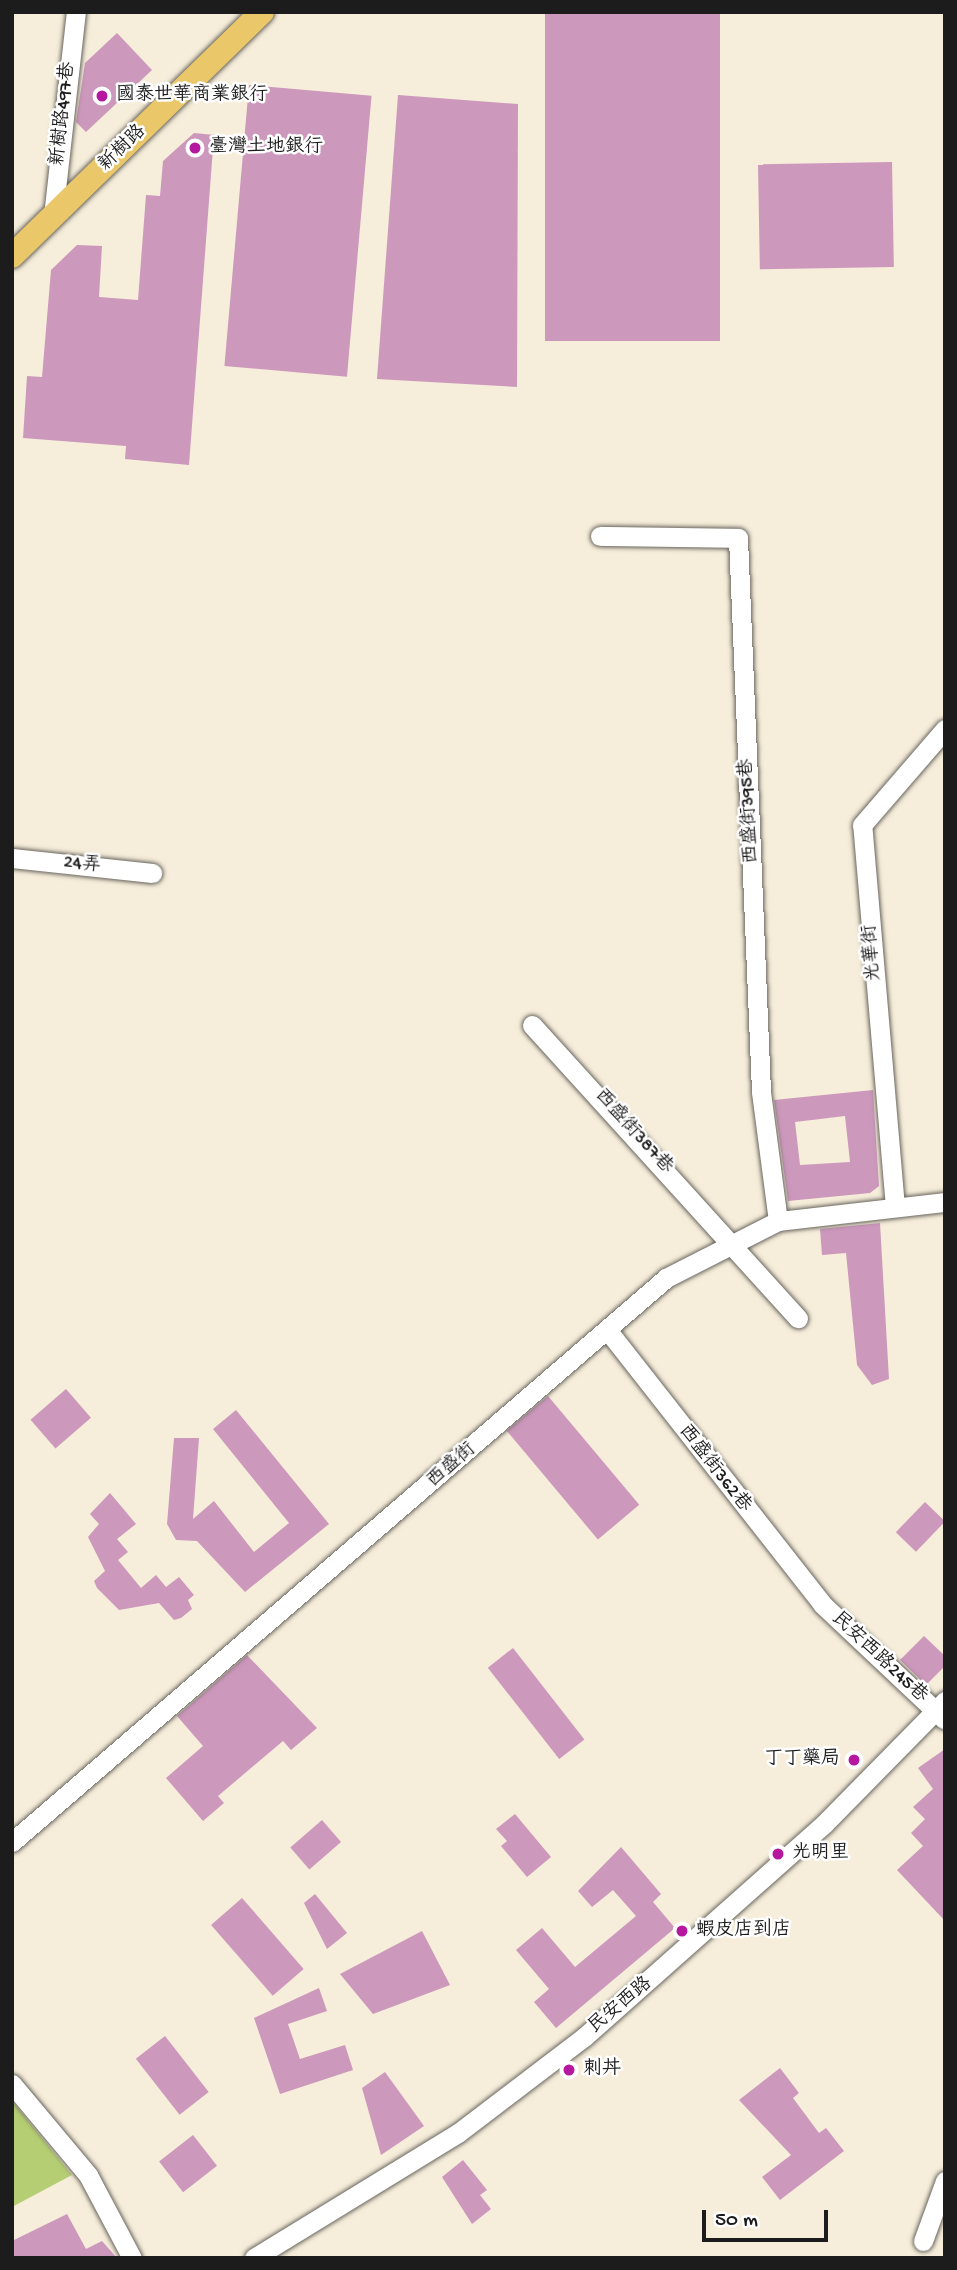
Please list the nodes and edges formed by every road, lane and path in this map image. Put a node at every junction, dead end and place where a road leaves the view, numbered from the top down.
1 (76, 12) edge
2 (262, 12) edge
3 (53, 216) junction
4 (12, 256) edge
5 (600, 536) dead end
6 (945, 729) edge
7 (12, 858) edge
8 (152, 873) dead end
9 (532, 1025) dead end
10 (945, 1202) edge
11 (895, 1207) junction
12 (778, 1221) junction
13 (730, 1243) junction
14 (798, 1318) dead end
15 (609, 1332) junction
16 (822, 1604) joint
17 (942, 1711) edge
18 (12, 1842) edge
19 (12, 2084) edge
20 (945, 2181) edge
21 (923, 2241) dead end
22 (132, 2258) edge
23 (254, 2258) edge

1 - 3 street, 新樹路497巷
2 - 3 main road, 新樹路
3 - 4 main road, 新樹路
5 - 12 street, 西盛街395巷
6 - 11 street, 光華街
7 - 8 street, 24弄
9 - 13 street, 西盛街387巷
10 - 11 street, 西盛街
11 - 12 street, 西盛街
12 - 13 street, 西盛街
13 - 14 street, 西盛街387巷
13 - 15 street, 西盛街
15 - 16 street, 西盛街362巷
15 - 18 street, 西盛街
16 - 17 street, 民安西路245巷
17 - 23 street, 民安西路
19 - 22 street
20 - 21 street

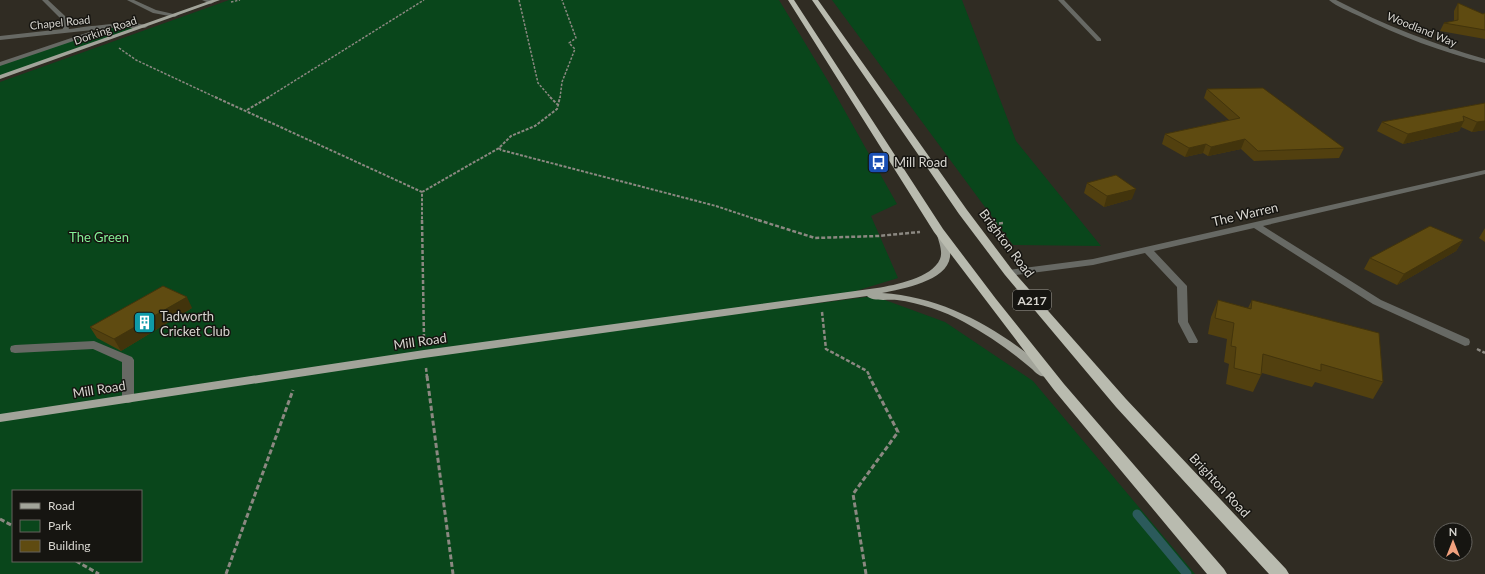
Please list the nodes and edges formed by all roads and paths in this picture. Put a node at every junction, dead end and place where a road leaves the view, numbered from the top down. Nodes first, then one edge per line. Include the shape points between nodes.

Work order.
The task requires that every line above be transcribed exactly, without the images.

Exercise result.
Please list the nodes and edges formed by every road, lane and path in this map image. Put a node at every junction, dead end and place where a road leaves the view, numbered from the top down.
1 (76, 12) edge
2 (262, 12) edge
3 (53, 216) junction
4 (12, 256) edge
5 (600, 536) dead end
6 (945, 729) edge
7 (12, 858) edge
8 (152, 873) dead end
9 (532, 1025) dead end
10 (945, 1202) edge
11 (895, 1207) junction
12 (778, 1221) junction
13 (730, 1243) junction
14 (798, 1318) dead end
15 (609, 1332) junction
16 (822, 1604) joint
17 (942, 1711) edge
18 (12, 1842) edge
19 (12, 2084) edge
20 (945, 2181) edge
21 (923, 2241) dead end
22 (132, 2258) edge
23 (254, 2258) edge

1 - 3 street, 新樹路497巷
2 - 3 main road, 新樹路
3 - 4 main road, 新樹路
5 - 12 street, 西盛街395巷
6 - 11 street, 光華街
7 - 8 street, 24弄
9 - 13 street, 西盛街387巷
10 - 11 street, 西盛街
11 - 12 street, 西盛街
12 - 13 street, 西盛街
13 - 14 street, 西盛街387巷
13 - 15 street, 西盛街
15 - 16 street, 西盛街362巷
15 - 18 street, 西盛街
16 - 17 street, 民安西路245巷
17 - 23 street, 民安西路
19 - 22 street
20 - 21 street

Please list the nodes and edges formed by all roads and paths in this picture. Put a node at every junction, dead end and place where a road leaves the view, numbered from the top down. Nodes first, then one edge per line. Include the shape points between nodes.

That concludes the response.